The documentation has a bit more info about the various uses:
http://spark.apache.org/docs/latest/mllib-data-types.html#distributed-matrix
The Spark 1.3 RC includes a new one: BlockMatrix.
But since these are distributed, they are represented using RDDs, so
they of course will not be as fast as computations on smaller, locally
stored matrices.
Joseph
On Fri, Feb 27, 2015 at 4:39 AM, Ritesh Kumar Singh
riteshoneinamill...@gmail.com mailto:riteshoneinamill...@gmail.com
wrote:
try using breeze (scala linear algebra library)

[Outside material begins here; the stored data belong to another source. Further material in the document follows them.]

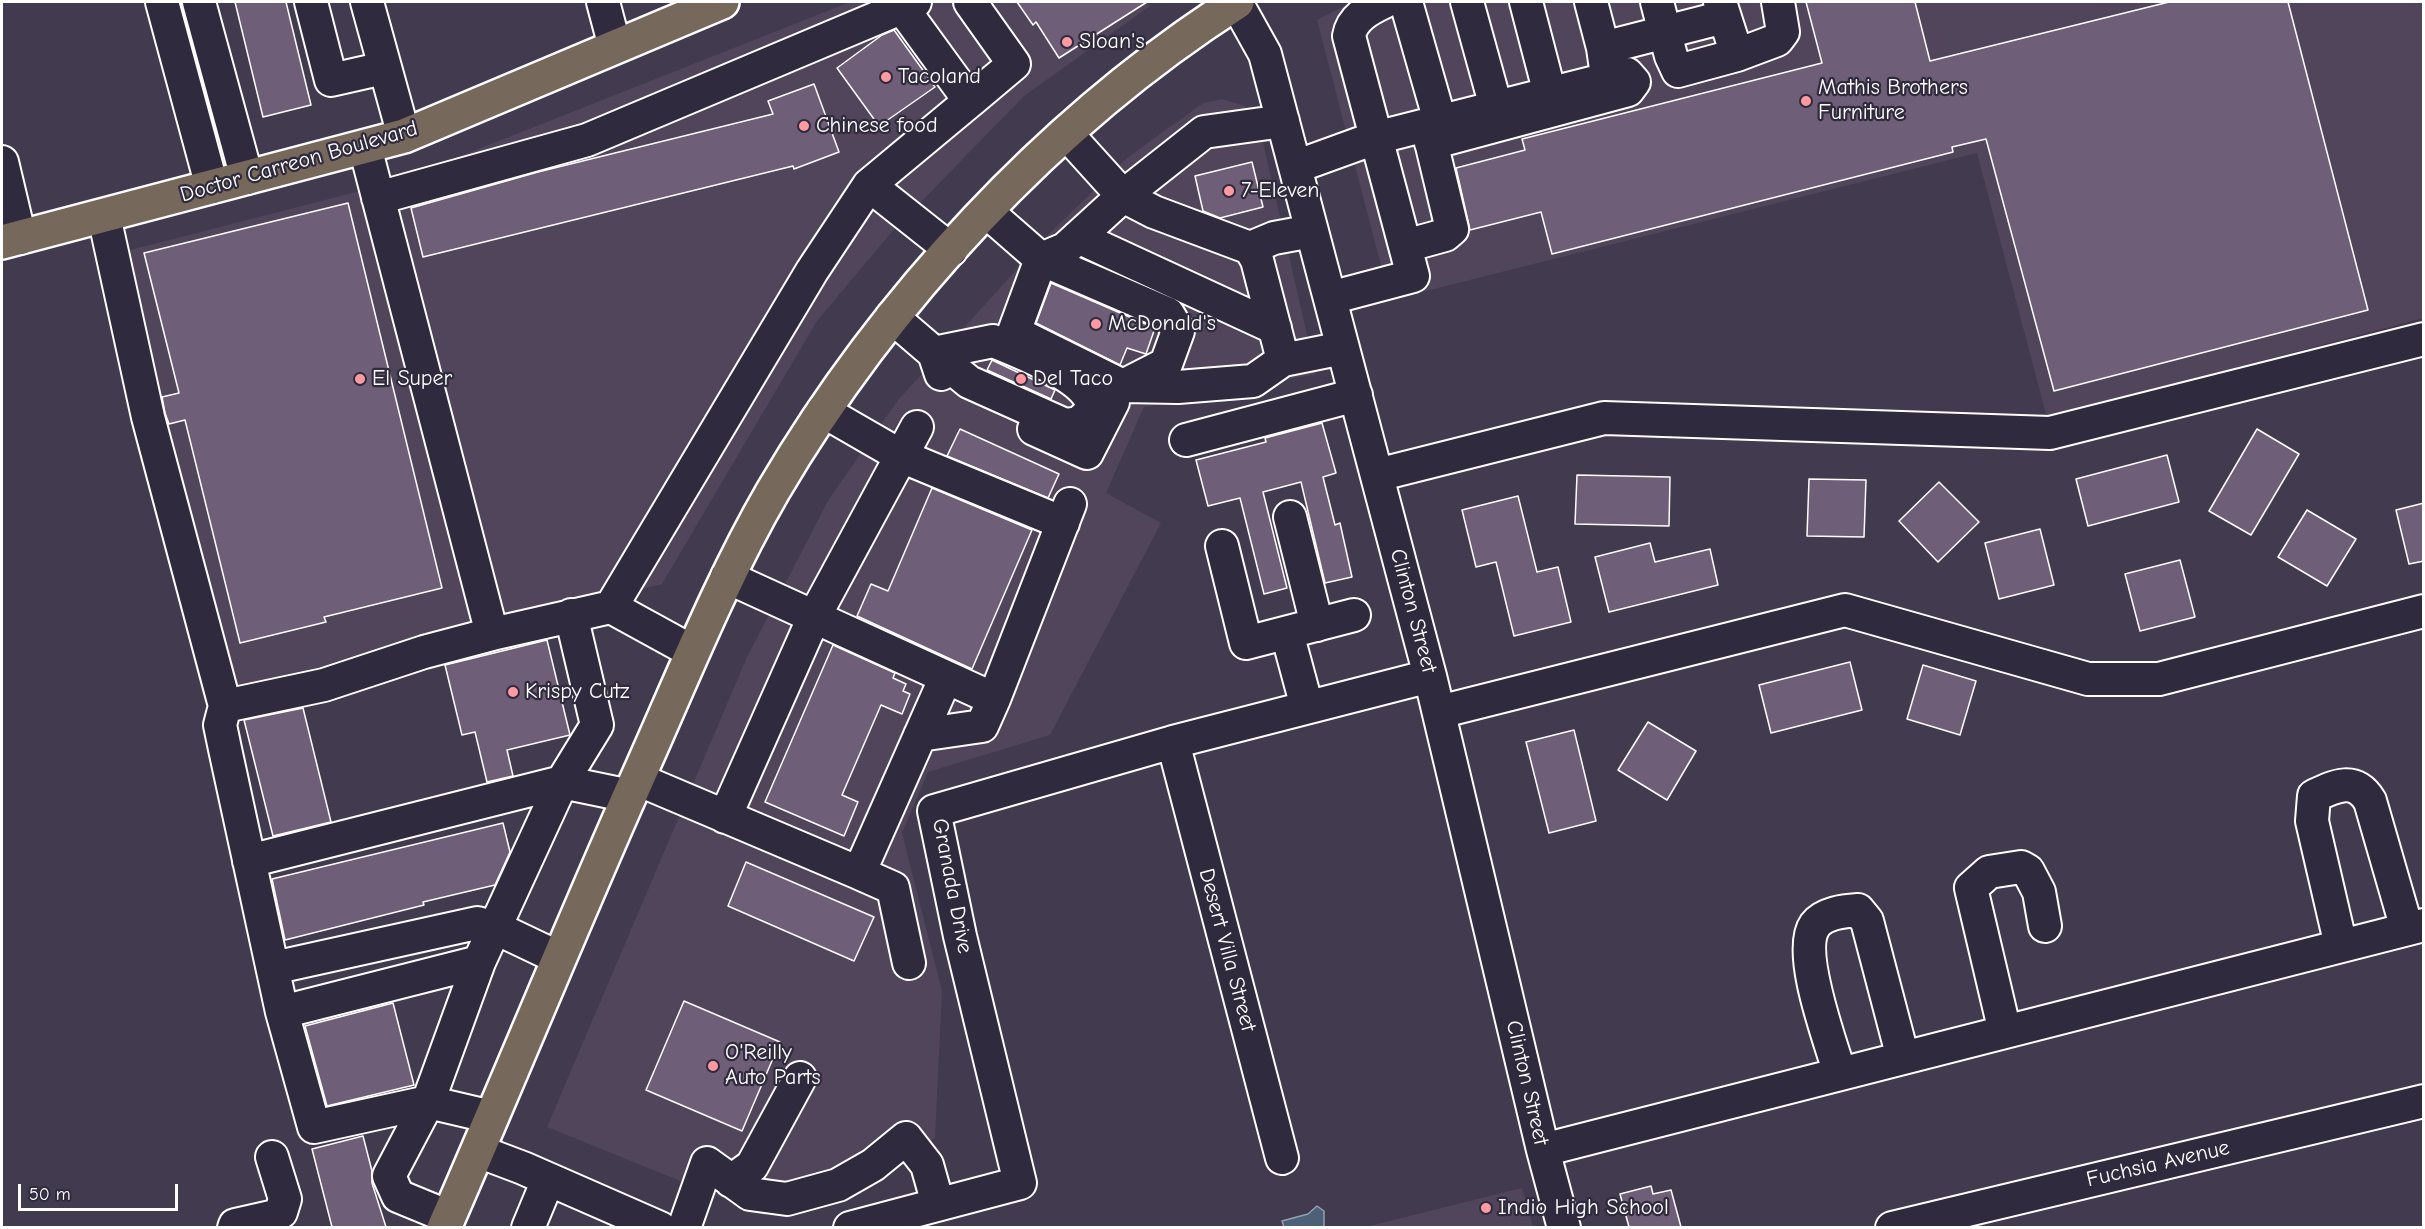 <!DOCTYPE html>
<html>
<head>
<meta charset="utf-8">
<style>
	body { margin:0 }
	#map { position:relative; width:2425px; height:1229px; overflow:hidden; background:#423a4f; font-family:"Comic Neue",sans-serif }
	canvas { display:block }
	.frame { position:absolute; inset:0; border:3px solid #fff; pointer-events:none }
	.scale { position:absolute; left:18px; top:1184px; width:160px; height:27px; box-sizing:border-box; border:3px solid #fff; border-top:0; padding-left:8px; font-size:18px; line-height:21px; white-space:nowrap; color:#fff; -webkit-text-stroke:4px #2f2a3d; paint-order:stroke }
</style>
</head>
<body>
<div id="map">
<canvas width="2425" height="1229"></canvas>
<div class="frame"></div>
<div class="scale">50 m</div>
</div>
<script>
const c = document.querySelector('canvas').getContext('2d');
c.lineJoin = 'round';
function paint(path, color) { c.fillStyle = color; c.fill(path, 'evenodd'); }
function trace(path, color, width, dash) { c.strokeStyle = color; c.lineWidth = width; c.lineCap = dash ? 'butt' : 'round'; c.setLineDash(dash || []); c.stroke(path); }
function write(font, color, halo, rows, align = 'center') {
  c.font = font + ' "Comic Neue",sans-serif'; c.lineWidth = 4.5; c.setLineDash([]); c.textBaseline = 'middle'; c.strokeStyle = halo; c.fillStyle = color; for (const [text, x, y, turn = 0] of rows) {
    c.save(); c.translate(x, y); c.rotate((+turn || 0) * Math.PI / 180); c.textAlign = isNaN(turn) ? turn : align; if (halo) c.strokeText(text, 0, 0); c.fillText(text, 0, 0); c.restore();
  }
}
paint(new Path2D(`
	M850,2h297l3,4 -126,90 -134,138 -73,87 -155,263 -459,113 -108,-438 300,-77z
	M1352,2h1071v316l-376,100 -70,-265 -587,147 -73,-280z
	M1222,99l23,7 17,32 54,236 -172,33 -38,86 55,30 -111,212 -122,37 -26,61 40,158 -7,147 -91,59 -80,18 -217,-88 200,-470 82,-158 69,-99 151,-166 78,-76 76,-55z
	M1522,1188l11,39h-167z`), '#50455b');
const water = new Path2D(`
	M1317,1206l7,5v16h-40l-2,-6 26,-7z`);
paint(water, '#4c6177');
trace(water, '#94a0ad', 1.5);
const building = new Path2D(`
	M235,2h51l25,103 -48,12z
	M1017,2h130l-88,56 -23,-36 -3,3z
	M1806,2h109l15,59 239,-59h119l80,308 -314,81 -68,-252 -34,8 1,5 -401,102 -11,-42 -71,18 -14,-62 69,-18 -3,-11 300,-76z
	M894,30l41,57 -56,39 -42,-58 45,-33z
	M814,84l25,68 -45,17 -1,-3 -370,91 -12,-49 127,-36 235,-58 -5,-13z
	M1252,162l11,45 -43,11 -17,-7 -8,-35z
	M348,203l94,385 -118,29 2,5 -86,21 -55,-223 -16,4 -4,-11 -3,-16 17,-4 -35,-140z
	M1051,283l104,45 -9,26 -19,-6 -7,17 -84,-42z
	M992,360l63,30 -4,9 -64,-29z
	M1322,423l14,50 -13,4 12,48 5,-2 12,54 -27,6 -24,-101 -38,10 24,96 -23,6 -24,-96 -32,8 -12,-46 70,-18 -1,-4z
	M960,429l99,45 -11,24 -101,-42z
	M2257,429l42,25 -48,81 -42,-24z
	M2167,455l12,47 -91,24 -12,-47z
	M1577,475l93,2 -1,49 -94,-2z
	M1809,479l57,1 -2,57 -57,-1z
	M1939,482l40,40 -41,40 -39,-41z
	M932,488l100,42 -60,139 -115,-53 14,-32 17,7z
	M1518,496l19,76 21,-5 13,55 -57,14 -18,-74 -20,5 -14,-57z
	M2424,503v58l-15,3 -13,-54z
	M2307,510l49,29 -29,47 -49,-29z
	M2040,529l14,56 -55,14 -14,-56z
	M1650,543l5,19 55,-13 8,36 -109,27 -14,-55z
	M2180,560l15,57 -55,14 -15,-57z
	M547,640l23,95 -63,15 6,26 -26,6 -12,-50 -13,3 -17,-70z
	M833,645l62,28 -2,5 13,6 -3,7 7,3 -8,20 -21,-9 -39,90 16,7 -14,34 -79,-34z
	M1850,662l12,48 -91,23 -12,-48z
	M1923,665l53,16 -16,54 -53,-16z
	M303,708l28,114 -58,14 -29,-116z
	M1648,722l48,29 -29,49 -49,-30z
	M1574,730l22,91 -47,12 -23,-91z
	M503,823l7,29 -15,33 -72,17 1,3 -139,35 -13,-61z
	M746,862l128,55 -20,44 -126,-55z
	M684,1001l96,41 -38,89 -96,-41z
	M393,1003l21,82 -87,21 -22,-80z
	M363,1136l9,35v12l14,44h-54l-20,-78z
	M1651,1186l2,8 18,-4 10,37h-52l-9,-33z`);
paint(building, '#6f5e78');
trace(building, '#fff', 1.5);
const minor = new Path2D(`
	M162,2l50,185
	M199,2l48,176
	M311,2l20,78 53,-12
	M367,2l37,134
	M603,2l12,45
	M1236,2l29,52 165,622 113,474 21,78
	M1406,2l34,119
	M1467,2l29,105
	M1526,2l24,92
	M1591,2l12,46 3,21
	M1657,2l14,54 7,15 59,-16 -17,-53
	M1603,48l121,-31
	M1737,55l40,-15 6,-8 -5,-30
	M970,101l44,-37 -44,-62
	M1066,133l57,63 81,-64 79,-11
	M365,147l127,487 119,-27 82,45
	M2,162l18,76
	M1295,167l80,-29 252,-64 7,8 -6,8 -197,53
	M869,185l82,65
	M378,198l209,-58 328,-138
	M986,211l55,48 24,-10 58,-53 31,16 96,36 7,12 26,100
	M104,216l44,201 77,289 99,-21 100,-33 68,-18
	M1078,237l197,91
	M1405,246l40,-11 7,-6 -25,-104
	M1250,248l24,-10 38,-7
	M1330,298l83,-22 -64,-240c3,-18 20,-27 35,-34
	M892,317l42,36 7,21
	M993,341c25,10 82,32 96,56 2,3 3,9 4,13l-14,13 -14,2 -96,-43 -35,-29z
	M1123,386l43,-22 12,-33 -10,-17 -127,-55 -27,73 109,54 55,1 75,-6 30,-21 60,-12
	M823,411l78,45 162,67
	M1034,429l53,24 26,-51
	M1186,440l170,-45
	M1377,475l227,-57 446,15 374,-94
	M1290,517l27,108
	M1222,546l24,97 108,-28
	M611,607l201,-336 57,-86 101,-84 -72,-99
	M1287,633l20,74
	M946,677l48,22 76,-195
	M225,706l-5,19 5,24 57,263 32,115 114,-25 64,15
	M1439,712l406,-102 243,69h71l265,-68
	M920,735l62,-9 12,-27
	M1173,742l109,416
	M637,779l222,94 87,-196 -219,-100
	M725,817l89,-200 103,-190
	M249,861l313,-79 68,14
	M859,873l34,15 16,75
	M2341,946l-29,-125 2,-25c21,-10 41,-20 56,5l37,128
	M273,968l204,-45 19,5 63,30
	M282,1012l197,-50
	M2005,1032l-34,-144 18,-16 32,-5 7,4 11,21 6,34
	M1840,1074c-9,-31 -44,-122 -25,-149 9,-12 29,-14 43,-15l9,11 36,137
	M1543,1150l881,-225
	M478,1151l45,17 137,60
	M731,1181l21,-15 48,-88
	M449,1217l-51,-21 -9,-20 39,-74 51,-140 83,-180 35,-57 -26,-110
	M234,1228l1,-3 40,-9 6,-4 4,-13 -13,-42
	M528,1228l20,-48
	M684,1228l23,-65 43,31 37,5 51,-14 35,-20 33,-27 21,27 11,39
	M850,1228l170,-45 -60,-247 -26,-125 239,-69 257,-66
	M1892,1228l532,-127`);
const major = new Path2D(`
	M2,242l402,-106 318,-134
	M444,1228c67,-153 130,-308 198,-460 42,-94 80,-189 131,-277 112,-191 278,-370 464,-489`);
trace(minor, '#fff', 36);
trace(major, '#fff', 38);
trace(minor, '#2f2a3d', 32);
trace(major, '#76695c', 33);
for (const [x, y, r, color] of [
	[1067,42,6,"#ff9aa2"],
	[886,77,6,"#ff9aa2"],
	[1806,101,6,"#ff9aa2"],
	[804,126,6,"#ff9aa2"],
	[1229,191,6,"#ff9aa2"],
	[1096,324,6,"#ff9aa2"],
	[360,379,6,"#ff9aa2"],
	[1021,379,6,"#ff9aa2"],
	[513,692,6,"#ff9aa2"],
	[713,1066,6,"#ff9aa2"],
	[1486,1208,6,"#ff9aa2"]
]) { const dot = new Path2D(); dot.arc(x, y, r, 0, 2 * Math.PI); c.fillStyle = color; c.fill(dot); trace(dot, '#2f2a3d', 2); }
write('22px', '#fff', '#2f2a3d', [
	["Sloan's",1079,42],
	["Tacoland",898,77],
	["Mathis Brothers",1818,88],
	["Furniture",1818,113],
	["Chinese food",816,126],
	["7-Eleven",1241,191],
	["McDonald's",1108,324],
	["El Super",372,379],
	["Del Taco",1033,379],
	["Krispy Cutz",525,692],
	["O'Reilly",725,1053],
	["Auto Parts",725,1078],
	["Indio High School",1498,1208]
], 'left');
write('22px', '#fff', '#2f2a3d', [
	["Doctor Carreon Boulevard",299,162,-16],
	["Clinton Street",1413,611,75],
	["Granada Drive",952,886,79],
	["Desert Villa Street",1227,950,75],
	["Clinton Street",1527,1083,77],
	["Fuchsia Avenue",2158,1164,-13]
]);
</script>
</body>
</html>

On Fri, Feb 27, 2015 at 5:56 PM, shahab shahab.mok...@gmail.com
mailto:shahab.mok...@gmail.com wrote:
Thanks a lot Vijay, let me see how it performs.
Best
Shahab
On Friday, February 27, 2015, Vijay Saraswat
vi...@saraswat.org mailto:vi...@saraswat.org wrote:
Available in GML --
http://x10-lang.org/x10-community/applications/global-matrix-library.html
We are exploring how to make it available within Spark.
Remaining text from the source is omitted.